En parlant de personnages nés de la plume et de l’encre, une autre grande partie de l’histoire de Warner Bros. est l’association étroite de la société avec DC Comics. À la fin des années 1950 et au début des années 1960, le studio a changé de mains à plusieurs reprises, pour finalement se retrouver sous la propriété de la Kinney National Company en 1969. À peine deux ans plus tôt, Kinney avait acheté National Periodical Publications, qui deviendrait plus tard DC Comics, apportant le studio et l’éditeur sous la même ombrelle corporative.

Superman (dans les années 1950) et Batman (dans les années 1960) avaient tous deux été diffusés à la télévision avant la fusion, mais ce n’est qu’en 1978 que Warner Bros. a commencé à tirer parti des personnages de bandes dessinées sous sa direction. contrôle. de Richard Donner Superman : le filmmettant en vedette Christopher Reeve dans le rôle de l’homme d’acier, a amené le personnage sur grand écran d’une manière que personne n’avait jamais vue auparavant.

Avec une histoire de Parrain l’auteur Mario Puzo et un camée de Don Corleone lui-même, Marlon Brando, le film a élevé (si vous pardonnez le jeu de mots) son matériel source pour plaire à un public grand public de tous âges. Au moment de sa sortie, c’était l’une des productions les plus chères de l’histoire d’Hollywood. Le pari a payé; Superman a été un succès auprès du public et des critiques, établissant des records au box-office et réalisant de beaux bénéfices pour Warner Bros. Three Superman des suites ont été produites au cours de la prochaine décennie, mais il n’y avait pas beaucoup de pression pour amener d’autres personnages de DC sur grand écran. Du moins, pas avant l’arrivée de Tim Burton.

Michael Keaton dans Batman

Michael Keaton dans Batman
Photo: Images de Warner Bros.

La version sombre et stylisée de Burton Homme chauve-souris en 1989 avec Michael Keaton est crédité d’avoir lancé le genre de super-héros moderne tel que nous le connaissons aujourd’hui. Sa Batmobile a ouvert une voie que des réalisateurs comme Zack Snyder et Christopher Nolan parcourent encore. Tout comme aux débuts du son, Warner Bros. avait une longueur d’avance sur ses concurrents avant que le reste de l’industrie du divertissement ne commence à comprendre que les super-héros étaient une aubaine au box-office. Avec Keaton enfilant à nouveau le capot dans la prochaine sortie de super-héros du studio, Le flashon a l’impression que la boucle est bouclée.

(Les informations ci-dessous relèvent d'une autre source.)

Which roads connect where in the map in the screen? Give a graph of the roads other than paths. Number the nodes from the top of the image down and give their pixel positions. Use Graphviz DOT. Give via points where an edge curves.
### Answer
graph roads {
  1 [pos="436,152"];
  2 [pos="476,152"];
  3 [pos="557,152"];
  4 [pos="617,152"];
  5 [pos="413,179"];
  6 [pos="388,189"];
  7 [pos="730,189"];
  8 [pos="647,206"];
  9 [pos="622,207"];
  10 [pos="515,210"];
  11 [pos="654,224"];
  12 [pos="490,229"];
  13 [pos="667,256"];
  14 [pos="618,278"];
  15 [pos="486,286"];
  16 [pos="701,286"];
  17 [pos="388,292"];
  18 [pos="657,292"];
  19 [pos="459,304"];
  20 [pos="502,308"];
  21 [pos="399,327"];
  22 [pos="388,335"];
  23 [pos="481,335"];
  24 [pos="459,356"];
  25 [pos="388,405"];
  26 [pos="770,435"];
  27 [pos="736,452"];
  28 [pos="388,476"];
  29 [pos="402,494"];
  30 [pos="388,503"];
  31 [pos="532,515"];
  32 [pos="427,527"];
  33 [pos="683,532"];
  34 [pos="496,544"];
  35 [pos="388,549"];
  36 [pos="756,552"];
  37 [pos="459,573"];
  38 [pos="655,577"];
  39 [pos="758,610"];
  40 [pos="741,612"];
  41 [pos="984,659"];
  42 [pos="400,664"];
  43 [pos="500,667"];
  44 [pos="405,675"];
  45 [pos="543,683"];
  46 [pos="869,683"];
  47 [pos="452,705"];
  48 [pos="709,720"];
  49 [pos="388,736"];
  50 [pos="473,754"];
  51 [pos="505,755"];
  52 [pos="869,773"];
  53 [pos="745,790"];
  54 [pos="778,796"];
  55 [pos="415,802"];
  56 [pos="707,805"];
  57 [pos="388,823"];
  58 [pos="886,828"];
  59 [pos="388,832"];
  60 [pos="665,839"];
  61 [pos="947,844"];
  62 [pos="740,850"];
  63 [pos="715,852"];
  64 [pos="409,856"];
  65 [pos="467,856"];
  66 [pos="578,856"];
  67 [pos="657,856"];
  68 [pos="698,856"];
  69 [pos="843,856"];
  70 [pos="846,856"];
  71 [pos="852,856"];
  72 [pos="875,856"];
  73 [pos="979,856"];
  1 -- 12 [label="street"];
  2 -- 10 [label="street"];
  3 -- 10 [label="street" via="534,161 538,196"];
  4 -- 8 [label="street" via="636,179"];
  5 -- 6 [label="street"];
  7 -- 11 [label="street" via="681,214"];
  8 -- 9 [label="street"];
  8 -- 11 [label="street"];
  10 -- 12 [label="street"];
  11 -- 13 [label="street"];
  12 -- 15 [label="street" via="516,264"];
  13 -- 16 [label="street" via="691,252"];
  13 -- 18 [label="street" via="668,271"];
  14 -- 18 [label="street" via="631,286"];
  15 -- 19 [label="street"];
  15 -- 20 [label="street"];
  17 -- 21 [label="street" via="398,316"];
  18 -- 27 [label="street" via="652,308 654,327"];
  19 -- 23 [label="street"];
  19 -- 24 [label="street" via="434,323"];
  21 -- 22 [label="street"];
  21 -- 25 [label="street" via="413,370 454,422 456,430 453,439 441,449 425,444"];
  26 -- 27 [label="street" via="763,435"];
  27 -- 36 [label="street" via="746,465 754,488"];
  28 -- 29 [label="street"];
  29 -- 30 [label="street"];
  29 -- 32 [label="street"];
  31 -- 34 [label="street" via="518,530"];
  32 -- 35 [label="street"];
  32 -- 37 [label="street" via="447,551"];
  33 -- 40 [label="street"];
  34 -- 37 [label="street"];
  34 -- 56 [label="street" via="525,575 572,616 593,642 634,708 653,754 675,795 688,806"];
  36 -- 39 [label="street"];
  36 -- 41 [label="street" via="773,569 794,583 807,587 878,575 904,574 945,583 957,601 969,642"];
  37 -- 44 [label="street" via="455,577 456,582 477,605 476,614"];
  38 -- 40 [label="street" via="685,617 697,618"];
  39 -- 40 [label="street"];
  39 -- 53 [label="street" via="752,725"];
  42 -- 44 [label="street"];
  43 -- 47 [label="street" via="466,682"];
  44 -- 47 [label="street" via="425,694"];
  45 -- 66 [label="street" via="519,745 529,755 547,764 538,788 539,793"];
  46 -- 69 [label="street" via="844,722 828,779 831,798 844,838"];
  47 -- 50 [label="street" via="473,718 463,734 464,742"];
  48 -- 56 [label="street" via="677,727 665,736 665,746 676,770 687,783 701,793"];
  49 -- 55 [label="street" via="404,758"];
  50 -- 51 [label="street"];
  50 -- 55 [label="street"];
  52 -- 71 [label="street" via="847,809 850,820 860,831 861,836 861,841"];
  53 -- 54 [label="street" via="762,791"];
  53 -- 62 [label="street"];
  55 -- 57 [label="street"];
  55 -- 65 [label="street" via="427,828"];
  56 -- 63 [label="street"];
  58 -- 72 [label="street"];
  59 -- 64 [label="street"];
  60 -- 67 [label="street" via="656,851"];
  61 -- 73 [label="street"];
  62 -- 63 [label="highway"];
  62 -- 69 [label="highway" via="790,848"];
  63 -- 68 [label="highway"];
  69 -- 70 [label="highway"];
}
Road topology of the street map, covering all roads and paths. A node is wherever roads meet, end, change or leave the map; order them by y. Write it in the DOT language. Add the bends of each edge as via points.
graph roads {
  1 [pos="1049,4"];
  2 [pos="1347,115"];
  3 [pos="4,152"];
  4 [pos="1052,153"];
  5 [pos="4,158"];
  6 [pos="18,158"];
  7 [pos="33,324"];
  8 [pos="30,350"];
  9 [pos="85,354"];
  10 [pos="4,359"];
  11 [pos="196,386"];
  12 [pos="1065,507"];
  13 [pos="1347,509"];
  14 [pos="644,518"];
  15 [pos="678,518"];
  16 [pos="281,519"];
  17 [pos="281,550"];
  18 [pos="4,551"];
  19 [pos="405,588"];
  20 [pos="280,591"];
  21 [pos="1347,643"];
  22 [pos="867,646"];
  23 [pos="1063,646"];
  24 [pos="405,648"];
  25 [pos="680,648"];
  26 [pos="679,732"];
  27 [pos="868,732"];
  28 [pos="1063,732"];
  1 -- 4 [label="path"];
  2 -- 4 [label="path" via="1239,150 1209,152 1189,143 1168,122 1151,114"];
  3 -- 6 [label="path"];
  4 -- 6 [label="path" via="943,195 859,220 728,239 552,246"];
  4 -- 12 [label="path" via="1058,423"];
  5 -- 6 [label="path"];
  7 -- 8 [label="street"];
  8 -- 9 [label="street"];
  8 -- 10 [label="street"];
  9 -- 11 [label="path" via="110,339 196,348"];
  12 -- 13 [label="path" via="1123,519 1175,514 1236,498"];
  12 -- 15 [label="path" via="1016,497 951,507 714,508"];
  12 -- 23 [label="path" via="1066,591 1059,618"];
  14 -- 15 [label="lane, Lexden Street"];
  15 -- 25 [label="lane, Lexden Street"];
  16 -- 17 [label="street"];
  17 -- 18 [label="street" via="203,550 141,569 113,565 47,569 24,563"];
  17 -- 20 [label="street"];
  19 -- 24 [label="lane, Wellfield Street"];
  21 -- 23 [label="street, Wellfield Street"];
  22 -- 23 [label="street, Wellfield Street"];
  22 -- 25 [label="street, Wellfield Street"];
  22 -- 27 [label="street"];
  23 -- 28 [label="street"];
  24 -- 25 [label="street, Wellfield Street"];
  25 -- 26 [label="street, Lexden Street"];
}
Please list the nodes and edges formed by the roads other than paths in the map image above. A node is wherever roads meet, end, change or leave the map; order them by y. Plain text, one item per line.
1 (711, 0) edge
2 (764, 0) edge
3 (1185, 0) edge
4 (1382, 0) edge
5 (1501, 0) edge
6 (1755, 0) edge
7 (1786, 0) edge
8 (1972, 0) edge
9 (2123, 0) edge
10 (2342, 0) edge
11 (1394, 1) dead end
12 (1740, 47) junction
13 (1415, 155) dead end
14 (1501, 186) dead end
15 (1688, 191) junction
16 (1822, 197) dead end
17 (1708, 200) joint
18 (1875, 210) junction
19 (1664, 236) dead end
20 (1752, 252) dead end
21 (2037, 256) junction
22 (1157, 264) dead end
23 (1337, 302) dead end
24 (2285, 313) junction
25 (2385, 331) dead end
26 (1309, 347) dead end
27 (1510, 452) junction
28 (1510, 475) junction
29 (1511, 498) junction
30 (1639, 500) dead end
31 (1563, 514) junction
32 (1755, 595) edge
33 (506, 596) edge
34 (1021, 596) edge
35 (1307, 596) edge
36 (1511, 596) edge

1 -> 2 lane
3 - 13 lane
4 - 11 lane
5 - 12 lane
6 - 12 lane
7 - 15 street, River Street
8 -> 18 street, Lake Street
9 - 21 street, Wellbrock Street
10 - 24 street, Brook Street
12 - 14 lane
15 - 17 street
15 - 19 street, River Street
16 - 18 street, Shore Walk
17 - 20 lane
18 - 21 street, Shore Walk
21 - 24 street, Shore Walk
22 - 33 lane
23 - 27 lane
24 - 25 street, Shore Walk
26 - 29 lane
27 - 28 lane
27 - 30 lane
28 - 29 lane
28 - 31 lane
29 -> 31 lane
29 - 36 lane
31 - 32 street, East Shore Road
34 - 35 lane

Après tout ce succès, face à un avenir incertain

Warner Bros. est peut-être arrivé le premier en ce qui concerne les super-héros, mais le studio a depuis longtemps cédé le leadership dans l’espace aux studios Marvel de Disney. Alors que l’empreinte DC de Warner a produit des résultats constamment incohérents ces dernières années, Marvel a produit coup après coup. Cette situation pourrait changer avec l’arrivée à DC de l’ancien prodige de Marvel James Gunnqui devrait également bénéficier des signes indiquant que la couronne de Marvel pourrait glisser.

Bien sûr, échouer dans le concours de super-héros n’est qu’un des nombreux défis auxquels Warner Bros. est confronté. Le studio a connu sa part de réinventions au cours du siècle dernier, mais les trois dernières décennies ont été particulièrement tumultueuses pour l’entreprise. Une série de fusions et d’acquisitions l’a vu tomber entre les mains d’entreprises comme AOL, AT&T et maintenant Discovery, toutes avec des visions et des styles de leadership différents. Le PDG actuel, David Zaslov, a été largement critiqué pour ses mesures impopulaires visant à réduire les coûts, un peu comme le type de resserrement de la ceinture auquel Jack Warner s’est lui-même engagé lorsqu’il était aux commandes. Tout le monde le détestaitaussi.

Quoi qu’il arrive ensuite pour le studio, cependant, nous aurons toujours Paris, euh, Casablanca. Et Le chanteur de jazz. Et Un tramway nommé Désir; Une orange mécanique ; L’Exorciste; Quand Harry rencontre Sally; La matrice; et Le Chevalier Noir. Et qui sait, peut-être pourrions-nous ajouter Barbie à cette liste bientôt aussi.